El gato se volvió a subir a la mesa y esta vez empezó a provocarme de manera directa. No sé qué es lo que pretendía, pero empezó a mirarme fijo y a caminar raro. Iba como en cámara lenta. Una escena logró captar mi atención por lo sorpresiva: se empezó frotar contra los libros. Frotaba su cuello y sacaba la lengua. Y me miraba.

Yo estaba bastante asustado. Por suerte la chica lo agarró del cogote y se lo llevó.

Antes me miró y me sonrió. Y me dijo:

-Para que no te moleste más.

Tenía una sonrisa bastante linda. Pero había algo raro en la mirada. No me miraba a mí. Miraba hacia arriba; miraba a otra parte. Pensé que era vizca. Y lo sigo pensando. O tal vez era ciega. Si me enterara ahora mismo de que esa chica era ciega, creo que la cabeza podría explotarme. Así sin más.

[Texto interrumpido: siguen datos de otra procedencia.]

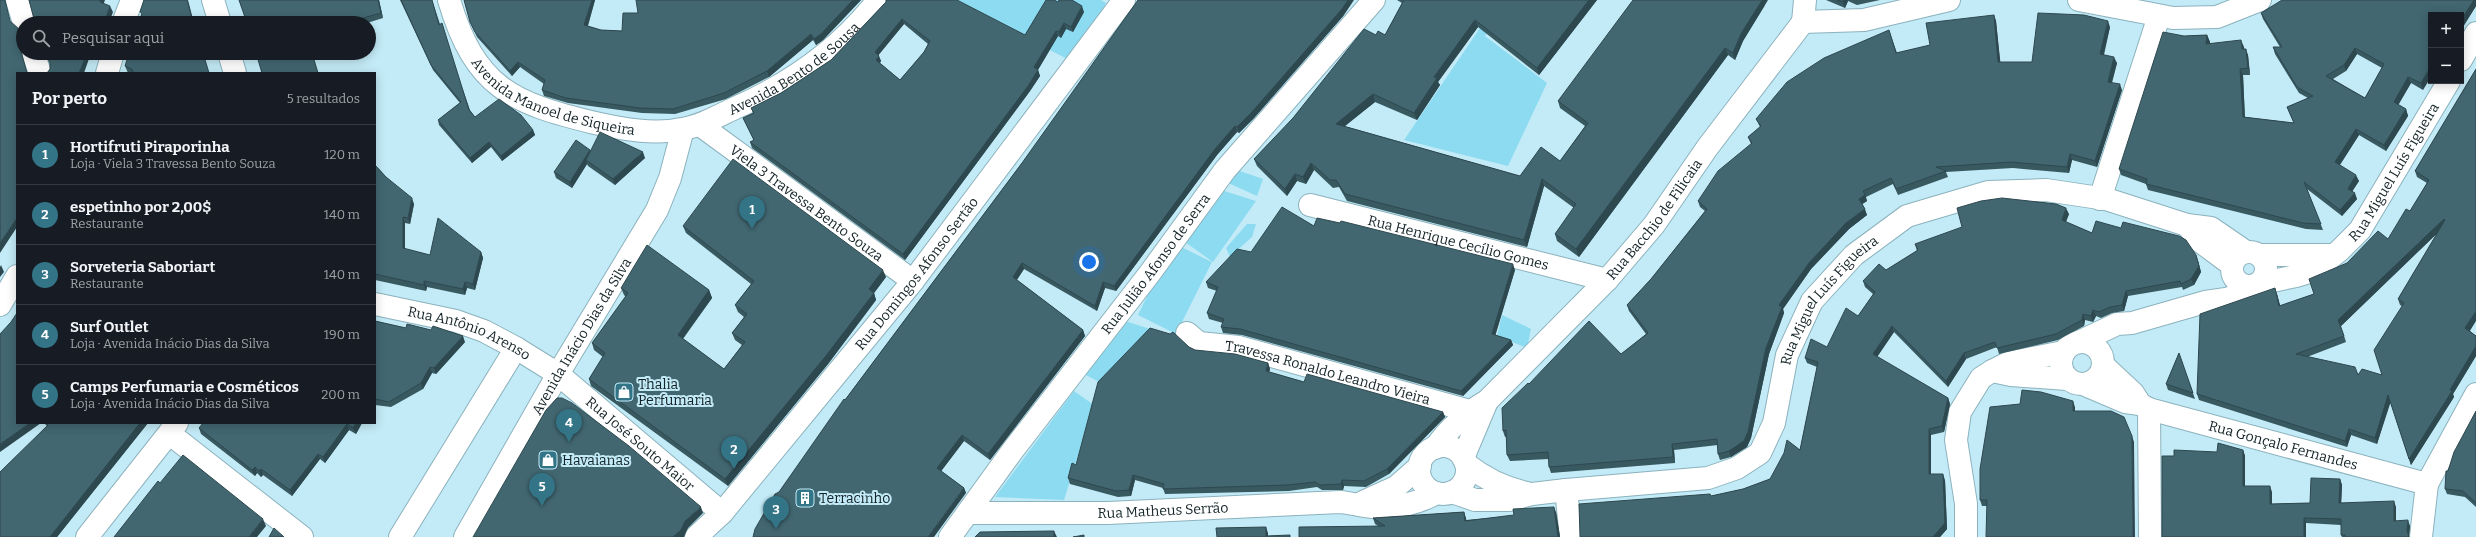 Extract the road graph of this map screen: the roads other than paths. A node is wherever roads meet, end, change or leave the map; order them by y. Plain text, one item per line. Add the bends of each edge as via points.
1 (17, 0) edge
2 (132, 0) edge
3 (213, 0) edge
4 (449, 0) edge
5 (878, 0) edge
6 (1124, 0) edge
7 (1374, 0) edge
8 (1949, 0) edge
9 (2079, 0) edge
10 (2260, 0) edge
11 (1802, 7) edge
12 (22, 16) edge
13 (126, 16) edge
14 (218, 16) edge
15 (2159, 16) junction
16 (2476, 33) edge
17 (2464, 55) edge
18 (35, 60) edge
19 (111, 60) edge
20 (231, 60) edge
21 (40, 72) edge
22 (107, 72) edge
23 (235, 72) edge
24 (2447, 84) edge
25 (691, 127) junction
26 (2100, 199) junction
27 (1310, 205) dead end
28 (2331, 256) junction
29 (2242, 261) junction
30 (16, 278) edge
31 (1607, 280) junction
32 (913, 281) junction
33 (2255, 285) junction
34 (2205, 302) junction
35 (376, 304) edge
36 (0, 305) edge
37 (2132, 323) junction
38 (1187, 333) dead end
39 (2071, 347) junction
40 (516, 348) junction
41 (2103, 360) junction
42 (1992, 370) junction
43 (558, 374) junction
44 (2076, 382) junction
45 (2476, 394) edge
46 (1479, 406) junction
47 (2144, 407) junction
48 (174, 428) edge
49 (1435, 448) junction
50 (1465, 461) junction
51 (1420, 466) junction
52 (2427, 484) junction
53 (1566, 490) junction
54 (1444, 493) junction
55 (1532, 494) junction
56 (1358, 504) junction
57 (722, 513) junction
58 (968, 513) junction
59 (87, 537) edge
60 (302, 537) edge
61 (400, 537) edge
62 (465, 537) edge
63 (696, 537) edge
64 (721, 537) edge
65 (950, 537) edge
66 (1571, 537) edge
67 (1966, 537) edge
68 (2150, 537) edge
69 (2421, 537) edge

1 - 12 street
2 - 13 street
3 - 14 street
4 - 25 street, Avenida Manoel de Siqueira via 457,29 473,59 497,85 526,103 556,114 613,127 656,131
5 - 25 street, Avenida Bento de Sousa via 858,25 835,47 797,76 767,94
6 - 32 street, Rua Domingos Afonso Sertão
7 - 58 street, Rua Julião Afonso de Serra via 1225,170
8 - 11 street via 1864,20
9 - 15 street
10 - 15 street via 2217,17
11 - 31 street, Rua Bacchio de Filicaia via 1654,225
15 - 26 street
16 - 17 street
18 - 21 street
19 - 22 street
20 - 23 street
24 - 28 street, Rua Miguel Luís Figueira via 2360,230
25 - 32 street, Viela 3 Travessa Bento Souza
25 - 43 street, Avenida Inácio Dias da Silva via 657,210
26 - 29 street, Rua Miguel Luís Figueira via 2187,225 2201,242
26 - 53 street, Rua Miguel Luís Figueira via 2046,190 1988,192 1907,216 1854,255 1812,301 1787,355 1774,422 1760,453 1737,468 1708,478
27 - 31 street, Rua Henrique Cecílio Gomes
28 - 29 street
28 - 33 street, Rua Miguel Luís Figueira via 2313,271
29 - 33 street, Rua Miguel Luís Figueira via 2239,283
29 - 33 street via 2266,266 2266,273
29 - 34 street via 2220,280
30 - 36 street
31 - 46 street, Rua Bacchio de Filicaia
32 - 57 street, Rua Domingos Afonso Sertão
33 - 34 street, Rua Miguel Luís Figueira via 2236,296
34 - 37 street, Rua Miguel Luís Figueira
35 - 40 street, Rua Antônio Arenso via 456,321 484,331
37 - 39 street, Rua Miguel Luís Figueira via 2117,324
37 - 41 street
38 - 46 street, Travessa Ronaldo Leandro Vieira via 1199,342 1239,347
39 - 41 street via 2088,342 2096,347
39 - 42 street via 2008,363
39 - 44 street via 2060,362 2062,371
40 - 43 street, Rua Antônio Arenso
40 - 61 street
41 - 44 street via 2100,374 2094,381
41 - 47 street
42 - 44 street, Rua Gonçalo Fernandes via 2011,375
42 - 67 street via 1981,378 1960,412 1956,440 1966,504
43 - 57 street, Rua José Souto Maior
43 - 62 street, Avenida Inácio Dias da Silva
44 - 47 street, Rua Gonçalo Fernandes
45 - 52 street
46 - 49 street, Rua Bacchio de Filicaia via 1445,434
46 - 50 street, Rua Bacchio de Filicaia
47 - 52 street, Rua Gonçalo Fernandes
47 - 68 street
48 - 59 street
48 - 60 street
49 - 50 street via 1451,448
49 - 51 street via 1423,458
50 - 54 street via 1465,481
50 - 55 street, Rua Miguel Luís Figueira via 1492,482 1507,489
51 - 54 street via 1422,482
51 - 56 street, Rua Matheus Serrão via 1396,487
52 - 69 street
53 - 55 street, Rua Miguel Luís Figueira
53 - 66 street
54 - 55 street, Rua Miguel Luís Figueira via 1475,500 1510,500
54 - 56 street, Rua Matheus Serrão via 1410,503 1372,507
56 - 58 street, Rua Matheus Serrão via 1340,502 1108,513
57 - 63 street, Rua Domingos Afonso Sertão
57 - 64 street
58 - 65 street, Rua Julião Afonso de Serra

Saber que estuve hablando con una chica ciega y no haberme dado cuenta de ninguna manera. Sería frikiante. Ojalá no sea ciega.

Seguí mirando la mesa de cinco pesos. Pero ya no encontré nada. Giré sobre mis talones y me puse a ver la de ofertas sin precio determinado.

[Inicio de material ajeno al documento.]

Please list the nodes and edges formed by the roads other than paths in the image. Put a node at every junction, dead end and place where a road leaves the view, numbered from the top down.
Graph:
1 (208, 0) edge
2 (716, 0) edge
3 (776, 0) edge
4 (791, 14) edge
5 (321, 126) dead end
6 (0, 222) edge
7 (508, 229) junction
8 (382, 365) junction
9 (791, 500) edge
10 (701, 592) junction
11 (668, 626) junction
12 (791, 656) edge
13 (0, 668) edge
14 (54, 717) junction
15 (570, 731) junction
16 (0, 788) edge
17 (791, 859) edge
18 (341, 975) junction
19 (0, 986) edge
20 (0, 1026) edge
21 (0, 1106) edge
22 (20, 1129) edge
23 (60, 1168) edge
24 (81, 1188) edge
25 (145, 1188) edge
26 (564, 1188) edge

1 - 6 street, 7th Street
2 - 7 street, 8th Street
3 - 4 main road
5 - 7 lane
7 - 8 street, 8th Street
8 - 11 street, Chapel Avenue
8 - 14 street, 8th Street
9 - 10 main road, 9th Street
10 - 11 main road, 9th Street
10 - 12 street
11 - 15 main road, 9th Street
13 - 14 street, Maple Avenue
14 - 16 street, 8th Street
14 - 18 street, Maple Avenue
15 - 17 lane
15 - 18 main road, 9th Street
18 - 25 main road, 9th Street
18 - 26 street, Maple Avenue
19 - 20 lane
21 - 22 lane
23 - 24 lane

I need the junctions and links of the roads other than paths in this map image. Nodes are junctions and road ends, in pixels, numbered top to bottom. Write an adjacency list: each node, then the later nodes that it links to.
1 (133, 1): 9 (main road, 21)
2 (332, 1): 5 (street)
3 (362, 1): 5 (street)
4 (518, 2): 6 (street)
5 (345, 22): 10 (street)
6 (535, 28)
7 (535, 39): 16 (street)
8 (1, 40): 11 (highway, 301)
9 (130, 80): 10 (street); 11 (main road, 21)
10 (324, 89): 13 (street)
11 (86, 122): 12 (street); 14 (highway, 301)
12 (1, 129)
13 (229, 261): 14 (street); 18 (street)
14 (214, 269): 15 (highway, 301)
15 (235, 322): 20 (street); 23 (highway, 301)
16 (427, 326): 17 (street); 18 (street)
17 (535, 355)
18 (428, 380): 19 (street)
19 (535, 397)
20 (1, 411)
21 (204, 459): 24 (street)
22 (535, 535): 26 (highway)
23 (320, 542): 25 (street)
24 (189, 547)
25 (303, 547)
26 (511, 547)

Había buenos libros ahí, pero un poco más caros. De cualquier forma, no pude resistirme a uno de Chandler a 12 pesos y a otro de Enrique Medina en 11.

Me los tuve que llevar porque prometían un par de horas de diversión.

Empecé a recorrer el pequeño negocio para recolectar los libros. Los había dejado separados por todas partes. Los puse todos juntos y se los di a la chica. Me miraba o intentaba mirarme. Pero era como si yo estuviese un metro más allá. Tal vez yo no estaba donde yo pensaba sino realmente donde ella lo había decidido. No lo sé. Esas cuestiones filosóficas te pueden volver loco.

Patch Adams se cagaba de risa de la visión de la realidad que pretendía determinar que el índice y el dedo medio alzados representan la totalidad de dos dedos.

Así que no me siento quién para hacerme el canchero con la chica.

Yo la miré fijo al lugar en el que para mí estaban sus ojos y le di la plata. Ella me dio el vuelto y me lo contó y me sonrió. Siempre mirándome un poco más allá.

Después salí y volví a caminar por las calles de San Cristobal, que cada vez me gustan más.